Ultimately, doctors must exercise judgement in terms of when to disclose a particular matter in the light of these requirements.

GMC guidance

The GMC has been issuing specific guidance in relation to being open and honest with patients when things go wrong since 1998, so there is no fundamental change in the regulatory position. However, expanded guidance has recently been produced which provides more detail on expected behaviours and the steps doctors should take to honour their professional duty of candour.

These include telling the patient (or where appropriate the patient’s advocate, carer or family) when something has gone wrong; apologising to the patient; offering an appropriate remedy or support to put matters right, if possible, and explaining fully to the patient the short- and long-term effects of what has happened.

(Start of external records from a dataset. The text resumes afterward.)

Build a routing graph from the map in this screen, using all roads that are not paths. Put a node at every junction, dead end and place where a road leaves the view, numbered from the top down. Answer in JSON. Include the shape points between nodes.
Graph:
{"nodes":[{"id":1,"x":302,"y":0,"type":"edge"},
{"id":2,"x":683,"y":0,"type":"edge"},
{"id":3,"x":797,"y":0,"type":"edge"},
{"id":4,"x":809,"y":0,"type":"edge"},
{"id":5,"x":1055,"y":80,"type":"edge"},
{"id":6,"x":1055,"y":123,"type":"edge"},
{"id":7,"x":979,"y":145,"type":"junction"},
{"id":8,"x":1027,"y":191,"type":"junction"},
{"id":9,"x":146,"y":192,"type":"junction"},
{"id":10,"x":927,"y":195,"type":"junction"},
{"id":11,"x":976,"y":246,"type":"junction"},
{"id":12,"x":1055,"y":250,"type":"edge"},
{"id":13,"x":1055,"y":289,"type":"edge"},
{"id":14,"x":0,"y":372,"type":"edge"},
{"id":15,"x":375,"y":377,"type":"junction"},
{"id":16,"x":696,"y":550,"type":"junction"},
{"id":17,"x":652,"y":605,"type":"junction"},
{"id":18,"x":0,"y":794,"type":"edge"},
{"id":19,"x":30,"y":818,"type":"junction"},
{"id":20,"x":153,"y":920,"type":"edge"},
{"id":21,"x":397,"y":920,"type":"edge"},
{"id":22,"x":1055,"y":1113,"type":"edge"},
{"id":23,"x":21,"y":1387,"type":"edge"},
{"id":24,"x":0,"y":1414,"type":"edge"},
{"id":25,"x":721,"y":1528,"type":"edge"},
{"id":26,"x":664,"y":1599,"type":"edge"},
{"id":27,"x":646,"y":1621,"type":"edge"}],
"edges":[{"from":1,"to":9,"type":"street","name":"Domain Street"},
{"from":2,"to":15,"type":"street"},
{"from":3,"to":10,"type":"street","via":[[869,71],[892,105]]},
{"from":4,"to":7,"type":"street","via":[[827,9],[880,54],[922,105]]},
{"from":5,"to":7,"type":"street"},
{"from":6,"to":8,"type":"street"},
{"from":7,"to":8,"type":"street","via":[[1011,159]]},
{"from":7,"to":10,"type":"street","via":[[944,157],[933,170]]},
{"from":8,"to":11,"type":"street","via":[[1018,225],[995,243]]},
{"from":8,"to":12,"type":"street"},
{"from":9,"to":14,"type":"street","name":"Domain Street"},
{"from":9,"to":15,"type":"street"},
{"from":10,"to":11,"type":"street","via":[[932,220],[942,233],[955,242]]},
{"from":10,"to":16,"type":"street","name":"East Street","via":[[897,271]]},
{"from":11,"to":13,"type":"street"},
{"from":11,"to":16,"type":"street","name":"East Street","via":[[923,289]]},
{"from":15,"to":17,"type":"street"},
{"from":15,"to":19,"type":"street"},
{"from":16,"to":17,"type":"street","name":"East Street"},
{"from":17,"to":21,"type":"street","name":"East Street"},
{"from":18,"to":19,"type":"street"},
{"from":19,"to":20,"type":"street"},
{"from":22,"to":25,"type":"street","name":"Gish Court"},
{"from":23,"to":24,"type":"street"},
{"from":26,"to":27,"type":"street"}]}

In summary, for doctors who have already been complying with GMC guidance on what to do when things go wrong, there is little that has changed. The statutory duty placed on a general practice at an organisational level perhaps brings some clarity to the types of incidents that must be notified, but there remains an element of individual judgement that must be exercised depending on the circumstances of each case. The GMC guidance is more general than the statutory requirements, and simply emphasises that if something has gone wrong, the doctor has a duty to explain and apologise. It also includes guidance on reporting ‘near misses’ and encouraging a learning culture by reporting errors.

It can only be hoped that this new duty of candour brings positive changes for patient care and that doctors, as the GMC states, receive the support of an “open and honest working environment where they are able to learn from mistakes and feel comfortable reporting incidents that have led to harm.”